Andrea Luca Luchesi (May 23, 1741 - March 21, 1801), was an Italian composer.

Biography

Andrea Luchesi was born at Motta di Livenza, near Treviso the eleventh child of Pietro Luchese and Caterina Gottardi. The rather wealthy family descended from groups of noble families who had moved from Lucca to Venice in the 14th century (hence the name Luchese. From 1764/65 Andrea began to use the name Luchesi, which we can find written by his contemporaries also as Lucchesi, Lughesi, Luckesi, Lucchezzy, etc.). He grew up in his native town, receiving musical and general education from his elder brother Matteo, a priest, public tutor and organist.
   By 1757 he moved to Venice. The protection of the nobleman Joseppo Morosini enabled him to study with eminent musicians: Gioacchino Cocchi, Padre Paolucci, Giuseppe Saratelli, Domenico Gallo, Ferdinando Bertoni and (the best-known of them) Baldassare Galuppi. His career in Venice developed quickly: examiner of the organists commission in 1761, then organist at San Salvatore (1764), composer of works for "organ or cembalo", instrumental, sacred and theatre music. He composed for official celebrations, the last (1771) being the solemn funeral of the Duke of Montealegre, Spanish ambassador to Venice. As a famous virtuoso he was invited to play organ in and outside Venice, for example was in charge of inaugurating the new organ of the basilica of Saint Anthony in Padua.

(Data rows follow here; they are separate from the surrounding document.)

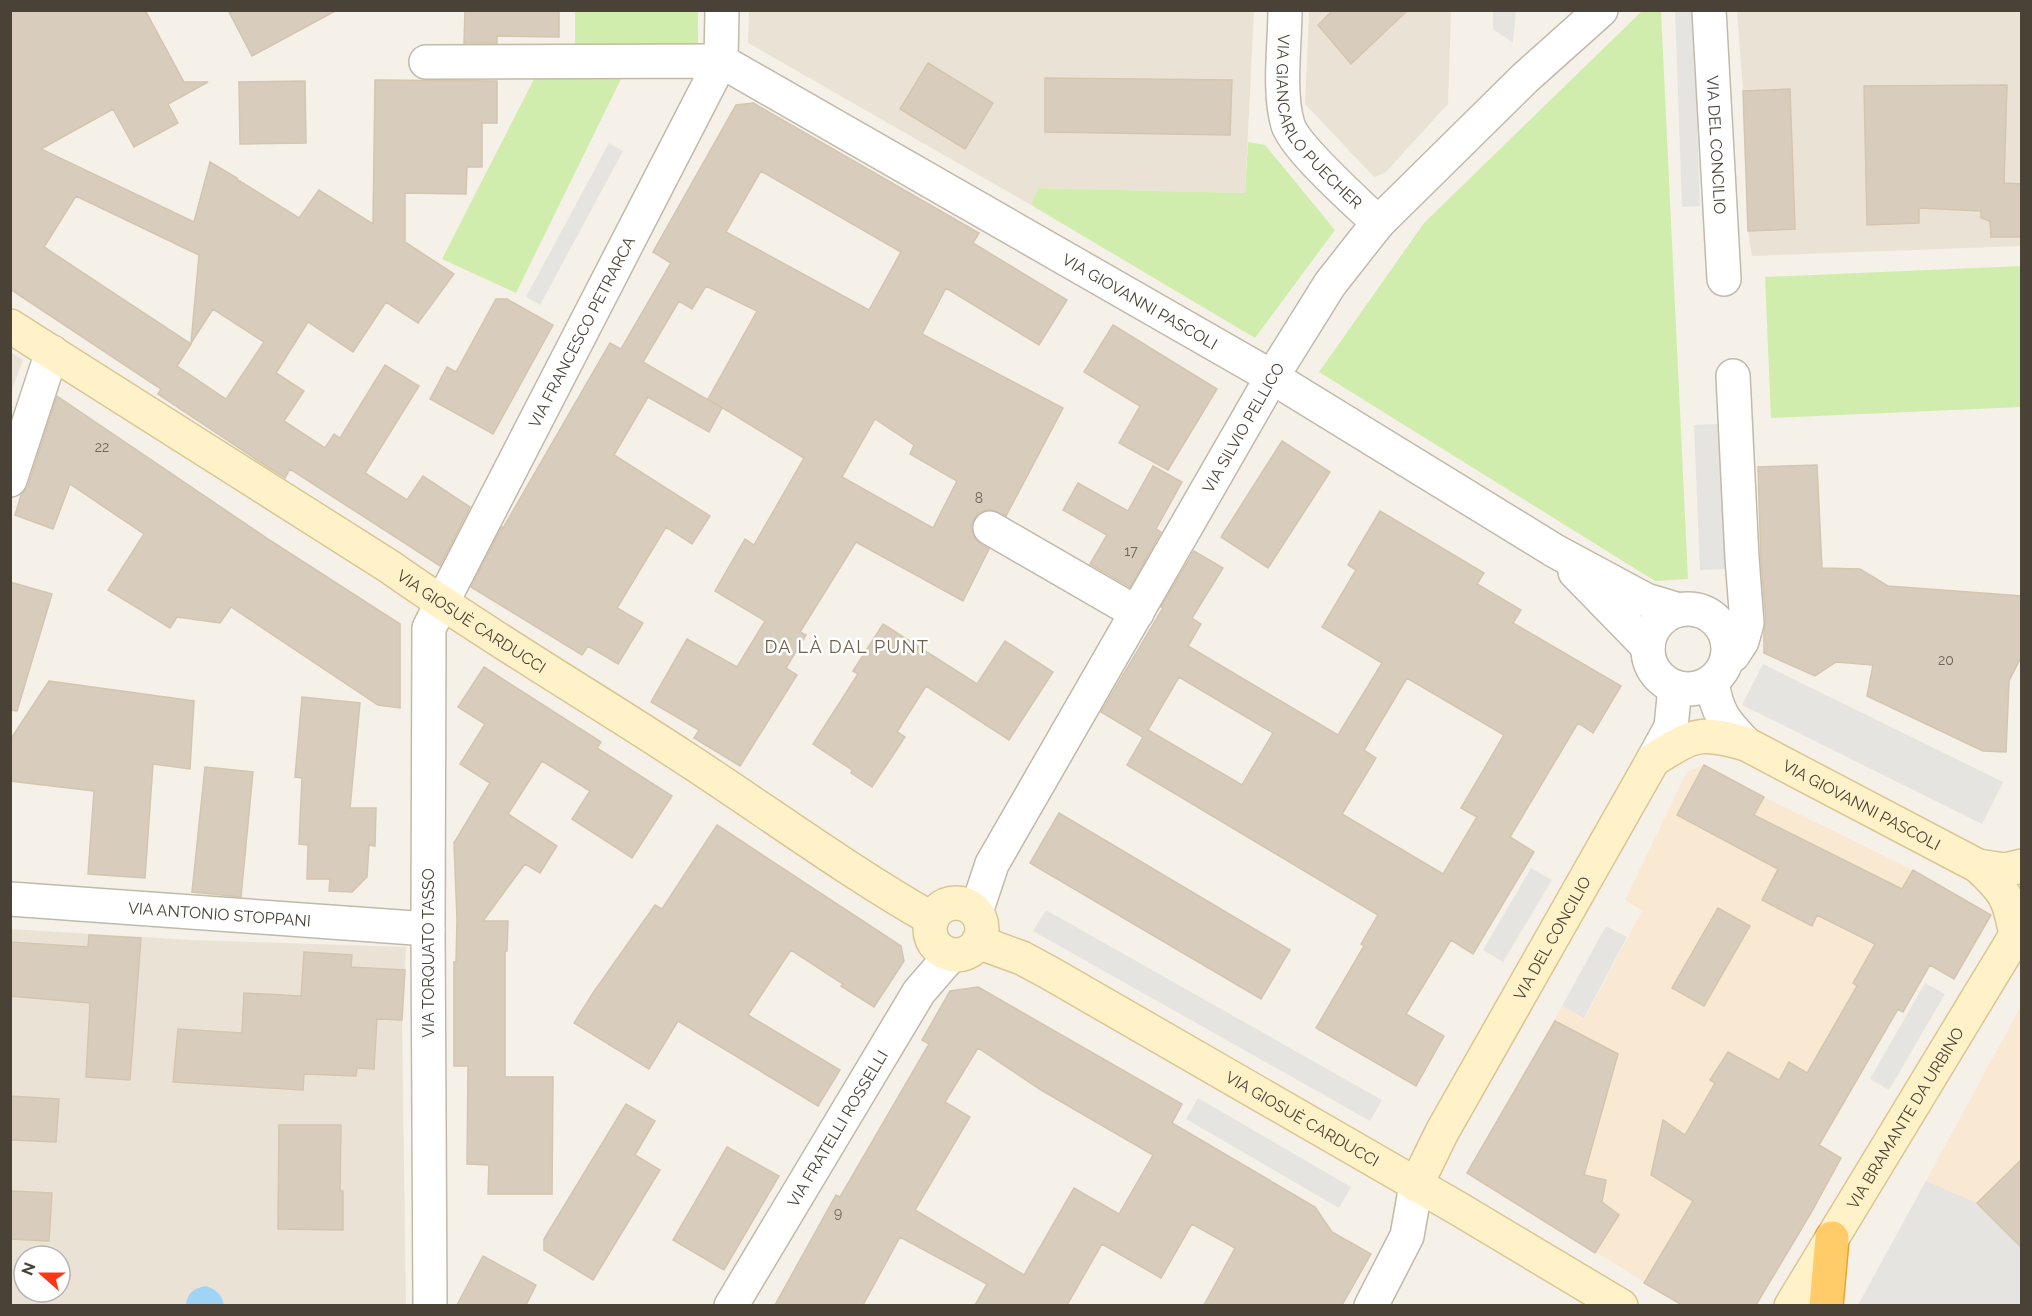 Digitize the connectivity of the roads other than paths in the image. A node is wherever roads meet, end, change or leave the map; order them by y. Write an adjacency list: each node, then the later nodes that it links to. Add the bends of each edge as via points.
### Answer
1 (722, 10): 5 (street, VIA FRANCESCO PETRARCA)
2 (1285, 10): 7 (street, VIA GIANCARLO PUECHER, via 1284,99 1289,127 1305,150)
3 (1601, 10): 7 (street, VIA SILVIO PELLICO, via 1525,78)
4 (1709, 10): 8 (street, VIA DEL CONCILIO)
5 (721, 61): 6 (street); 12 (street, VIA GIOVANNI PASCOLI); 17 (street, VIA FRANCESCO PETRARCA)
6 (426, 62)
7 (1378, 223): 12 (street, VIA SILVIO PELLICO, via 1330,284)
8 (1724, 279)
9 (10, 326): 10 (street, VIA GIOSUÈ CARDUCCI)
10 (52, 352): 13 (street); 17 (street, VIA GIOSUÈ CARDUCCI)
11 (1733, 376): 16 (street)
12 (1272, 377): 15 (street, VIA GIOVANNI PASCOLI); 18 (street, VIA SILVIO PELLICO)
13 (10, 480)
14 (990, 528): 18 (street)
15 (1555, 551): 19 (street, VIA GIOVANNI PASCOLI, via 1646,600); 20 (street, VIA GIOVANNI PASCOLI)
16 (1742, 558): 19 (street, via 1726,589); 21 (street, via 1747,623 1742,641)
17 (442, 604): 28 (street, VIA GIOSUÈ CARDUCCI); 29 (street, VIA TORQUATO TASSO, via 429,628)
18 (1137, 613): 31 (street, VIA SILVIO PELLICO, via 992,864)
19 (1694, 613): 20 (street, via 1666,616 1656,625); 21 (street, via 1724,632 1728,645)
20 (1648, 647): 22 (street, via 1654,670)
21 (1719, 670): 22 (street, via 1702,687); 23 (street, VIA GIOVANNI PASCOLI, via 1715,701 1724,722)
22 (1675, 687): 24 (street, VIA DEL CONCILIO, via 1671,727)
23 (1746, 744): 24 (street, VIA GIOVANNI PASCOLI, via 1701,735); 25 (street, VIA GIOVANNI PASCOLI)
24 (1653, 760): 32 (street, VIA DEL CONCILIO, via 1442,1132)
25 (1978, 866): 26 (street, VIA GIOVANNI PASCOLI, via 2005,870); 30 (street, VIA GIOVANNI PASCOLI, via 2008,900)
26 (2022, 866)
27 (10, 899): 29 (street, VIA ANTONIO STOPPANI)
28 (932, 919): 31 (street, via 931,936 941,951); 31 (street, via 946,904 967,905)
29 (428, 929): 34 (street, VIA TORQUATO TASSO)
30 (2019, 932): 33 (street, VIA BRAMANTE DA URBINO)
31 (968, 936): 32 (street, VIA GIOSUÈ CARDUCCI, via 1048,972); 35 (street, VIA FRATELLI ROSSELLI, via 919,992)
32 (1416, 1185): 36 (street, via 1407,1236); 37 (street, VIA GIOSUÈ CARDUCCI)
33 (1832, 1238): 38 (street, VIA BRAMANTE DA URBINO); 39 (highway)
34 (430, 1305)
35 (731, 1305)
36 (1371, 1305)
37 (1621, 1305)
38 (1791, 1305)
39 (1826, 1305)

   In the spring of 1765 his opera L'isola della fortuna was performed at the Hoftheater in Vienna.
   While on tour in Italy in 1771, Leopold and Wolfgang Mozart met Andrea Luchesi and received one of his concertos for cembalo (Wolfgang was still playing the concerto in 1777, while Leopold and Nannerl used often the concerto for teaching and practising purposes). At the end of 1771, Luchesi traveled to Bonn on a three-year contract, invited by the Prince Elector Archbishop of Cologne Maximilian Friederich who wished to raise the quality level of his court chapel. After the death of the previous Kapellmeister (Ludwig van Beethoven senior, for example the grandfather of Beethoven), Andrea Luchesi was nominated official court Kapellmeister in 1774.

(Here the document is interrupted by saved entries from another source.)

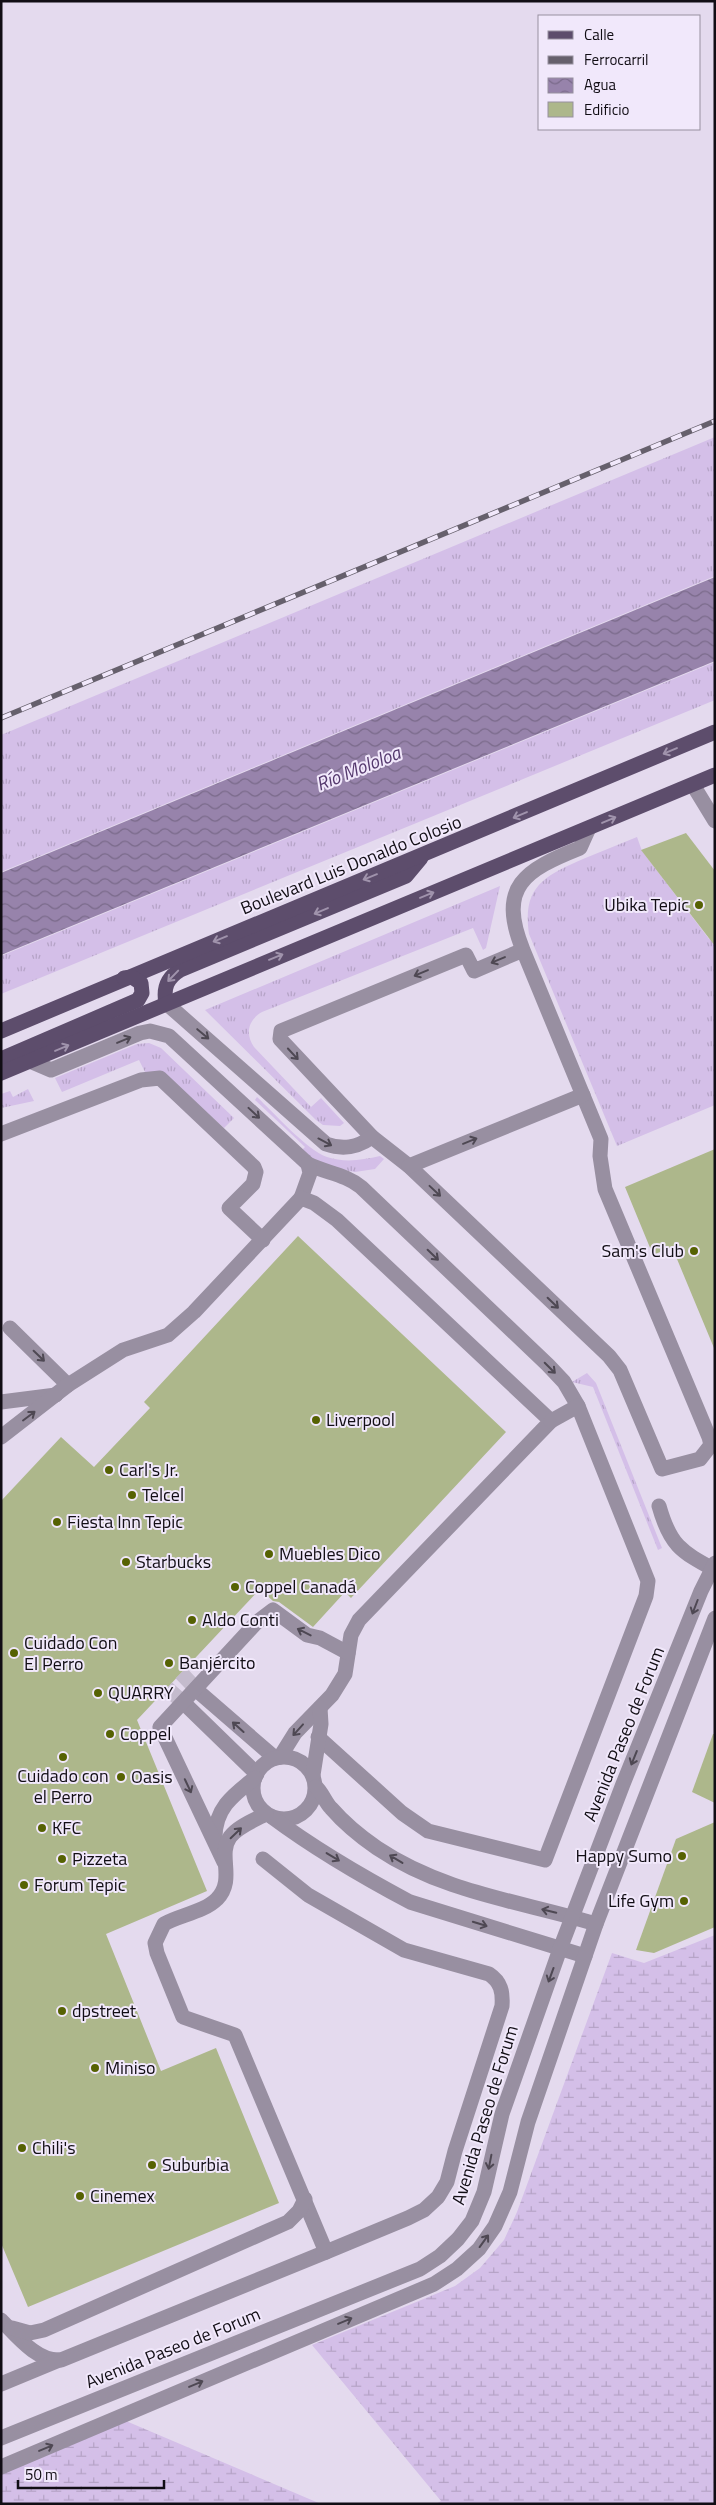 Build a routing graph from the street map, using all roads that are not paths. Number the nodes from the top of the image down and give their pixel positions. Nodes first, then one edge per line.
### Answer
1 (715, 732) edge
2 (715, 776) edge
3 (693, 785) junction
4 (715, 821) edge
5 (588, 828) junction
6 (424, 855) junction
7 (523, 950) junction
8 (124, 978) junction
9 (166, 1003) junction
10 (1, 1030) edge
11 (1, 1059) edge
12 (30, 1061) junction
13 (1, 1074) edge
14 (583, 1095) junction
15 (1, 1134) edge
16 (372, 1137) junction
17 (409, 1166) junction
18 (309, 1168) junction
19 (307, 1200) junction
20 (263, 1240) junction
21 (10, 1328) dead end
22 (63, 1390) junction
23 (1, 1402) edge
24 (578, 1406) junction
25 (550, 1421) junction
26 (1, 1437) edge
27 (711, 1455) edge
28 (660, 1506) dead end
29 (713, 1567) edge
30 (715, 1618) edge
31 (348, 1653) junction
32 (200, 1693) tunnel mouth
33 (188, 1707) tunnel mouth
34 (320, 1708) junction
35 (318, 1737) junction
36 (278, 1758) junction
37 (256, 1776) junction
38 (314, 1781) junction
39 (231, 1795) junction
40 (267, 1814) junction
41 (215, 1844) junction
42 (263, 1859) dead end
43 (226, 1866) junction
44 (572, 1917) junction
45 (596, 1924) junction
46 (560, 1949) junction
47 (585, 1956) junction
48 (305, 2199) junction
49 (326, 2252) junction
50 (5, 2323) edge
51 (61, 2360) junction
52 (1, 2384) edge
53 (1, 2438) edge
54 (1, 2467) edge

1 -> 6 main road, Boulevard Luis Donaldo Colosio
2 - 3 main road
3 - 4 street
5 -> 3 main road
5 - 7 street
9 -> 5 main road
6 -> 8 main road, Boulevard Luis Donaldo Colosio
6 -> 9 main road
7 - 14 street
7 -> 16 street
8 - 10 main road, Boulevard Luis Donaldo Colosio
8 - 11 main road
12 -> 9 main road
9 -> 16 street
12 - 13 main road
12 -> 18 street
17 -> 14 street
14 - 27 street
15 - 20 street
16 - 17 street
17 -> 27 street
18 - 19 street
18 -> 24 street
19 - 20 street
19 - 25 street
20 - 22 street
21 -> 22 street
22 - 23 street
26 -> 22 street
24 - 25 street
24 - 35 street
25 - 31 street
28 - 29 street
29 -> 44 street, Avenida Paseo de Forum
30 - 45 street
31 - 34 street
31 -> 41 street
36 -> 32 street
33 - 37 street
34 - 35 street
34 -> 36 street
35 - 38 street
36 - 37 street
36 - 38 street
37 - 39 street
37 - 40 street
38 - 40 street
44 -> 38 street
39 - 40 street
39 - 41 street
43 -> 40 street
40 -> 46 street
41 - 43 street
42 - 49 street
43 - 48 street
44 - 45 street
44 - 46 street, Avenida Paseo de Forum
45 - 47 street
46 - 47 street
46 -> 53 street, Avenida Paseo de Forum
54 -> 47 street
48 - 49 street
48 - 50 street
49 - 51 street
50 - 51 street
51 - 52 street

   He acquired the principality's citizenship and in 1775 married Anthonetta Josepha d'Anthoin, daughter of Maximilian Friederich's senior counselor. With the exception of a visit to Venice in 1783-84, he lived in Bonn until his death in 1801, although his role as Kapellmeister ended in 1794, when the invasion troops suppressed the court.

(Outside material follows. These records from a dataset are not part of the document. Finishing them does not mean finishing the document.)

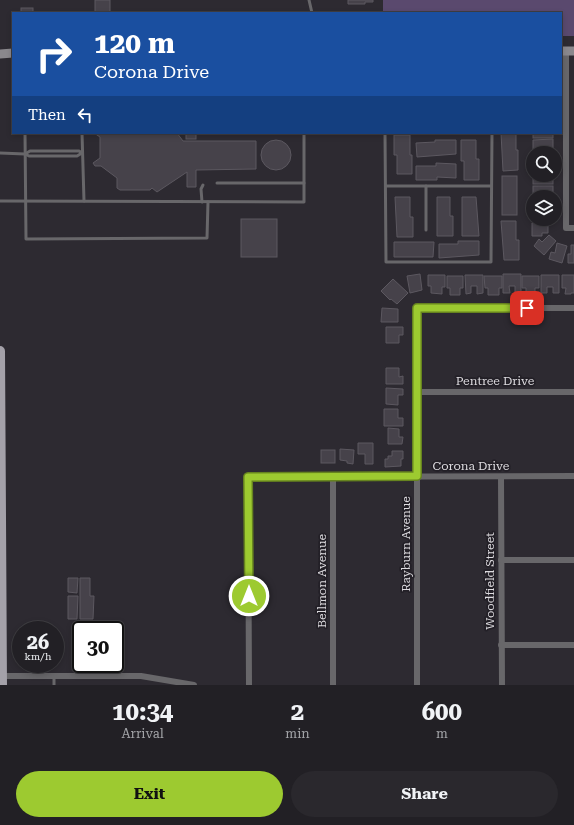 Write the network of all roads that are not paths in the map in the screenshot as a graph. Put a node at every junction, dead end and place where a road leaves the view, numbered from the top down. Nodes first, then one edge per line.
1 (309, 0) edge
2 (312, 12) edge
3 (567, 51) edge
4 (0, 54) edge
5 (12, 54) edge
6 (25, 134) edge
7 (82, 134) edge
8 (304, 134) edge
9 (385, 134) edge
10 (492, 134) edge
11 (566, 152) junction
12 (574, 152) edge
13 (0, 153) edge
14 (82, 153) junction
15 (25, 154) junction
16 (304, 182) junction
17 (217, 184) dead end
18 (203, 185) dead end
19 (386, 186) junction
20 (426, 186) junction
21 (491, 186) junction
22 (0, 201) edge
23 (26, 201) junction
24 (84, 201) junction
25 (202, 202) junction
26 (208, 202) junction
27 (574, 228) edge
28 (426, 230) dead end
29 (574, 308) edge
30 (0, 351) edge
31 (417, 392) junction
32 (574, 392) edge
33 (0, 447) edge
34 (417, 476) junction
35 (501, 476) junction
36 (574, 476) edge
37 (333, 477) junction
38 (502, 560) junction
39 (574, 560) edge
40 (501, 645) junction
41 (574, 645) edge
42 (54, 676) junction
43 (2, 679) edge
44 (54, 685) edge
45 (194, 685) edge
46 (249, 685) edge
47 (333, 685) edge
48 (417, 685) edge
49 (502, 685) edge

1 - 2 lane
3 - 11 street
4 - 5 main road
6 - 15 lane
7 - 14 lane
8 - 16 lane
9 - 19 lane
10 - 21 lane
11 - 12 street
11 - 27 street
13 - 15 lane
14 - 15 lane
14 - 24 lane
15 - 23 lane
16 - 17 lane
16 - 26 lane
18 - 25 lane
19 - 20 lane
19 - 21 lane
20 - 21 lane
20 - 28 lane
22 - 23 lane
23 - 24 lane
23 - 26 lane
24 - 25 lane
25 - 26 lane
29 - 31 street, Rayburn Avenue
30 - 33 main road
31 - 32 street, Pentree Drive
31 - 34 street, Rayburn Avenue
33 - 43 main road
34 - 35 street, Corona Drive
34 - 37 street, Corona Drive
34 - 48 street, Rayburn Avenue
35 - 36 street, Corona Drive
35 - 38 street, Woodfield Street
37 - 46 street, Corona Drive
37 - 47 street, Bellmon Avenue
38 - 39 street
38 - 40 street, Woodfield Street
40 - 41 street
40 - 49 street, Woodfield Street
42 - 43 street
42 - 44 lane
42 - 45 street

   The young Beethoven was at the court chapel from 1781 to 1792 as assistant organist, cembalo and viola player. Although Beethoven's musical and compositional training was probably influenced by Luchesi's presence, we've no evidence of any formal pupil/teacher relationship between the two. When the court organist Christian Gottlob Neefe temporarily replaced the Kapellmeister as conductor and teacher during his 1783-84 absence, Luchesi assigned the organ service to the very young Beethoven. Antonin Reicha, Bernhard and Andreas Romberg, and Ferdinand Ries are other pupils who achieved minor renown.
   Luchesi died at Bonn.
   He had one daughter, who lived in Bonn till her death, and four sons. According to Neefe the first two sons (Maximilian Friederich, born 1775-12-11, and M. Jakob Ferdinand, born 1777-12-18) were gifted musicians.

Works

  • L’isola della fortuna, opera buffa with libretto by Giovanni Bertati, performed at the Hoftheater, Vienna, in 1765; also in Venice (1765) and at the Royal Theater in Lisbon (1767).
  • Ademira, opera seria, for the Ascension Day in Venice (1784), to honour the visit of king Gustavus III of Sweden
  • Other operas: Il marito geloso (1766), Le donne sempre donne (1767), Il giocatore amoroso (1769), Il matrimonio per astuzia (1771), Il Natal di Giove, L’inganno scoperto ovvero il conte Caramella (1773, with libretto from Carlo Goldoni), L’amore e la misericordia guadagnano il gioco (1794).
  • Oratorio Sacer trialogus (1768)
  • Stabat Mater (about 1770)
  • Requiem (1771) in F, for the state funeral of the duke of Montealegre in San Geremia’s.
  • Various masses and sacred works, including: Mass for San Lorenzo in Venice, Mass for the "Festa della concezione di Maria" in Verona, Te Deum for the Incurabili conservatory in Venice
  • Passione di N.S. Gesù Cristo (1776), on a text from Metastasio (recorded cd by Tactus)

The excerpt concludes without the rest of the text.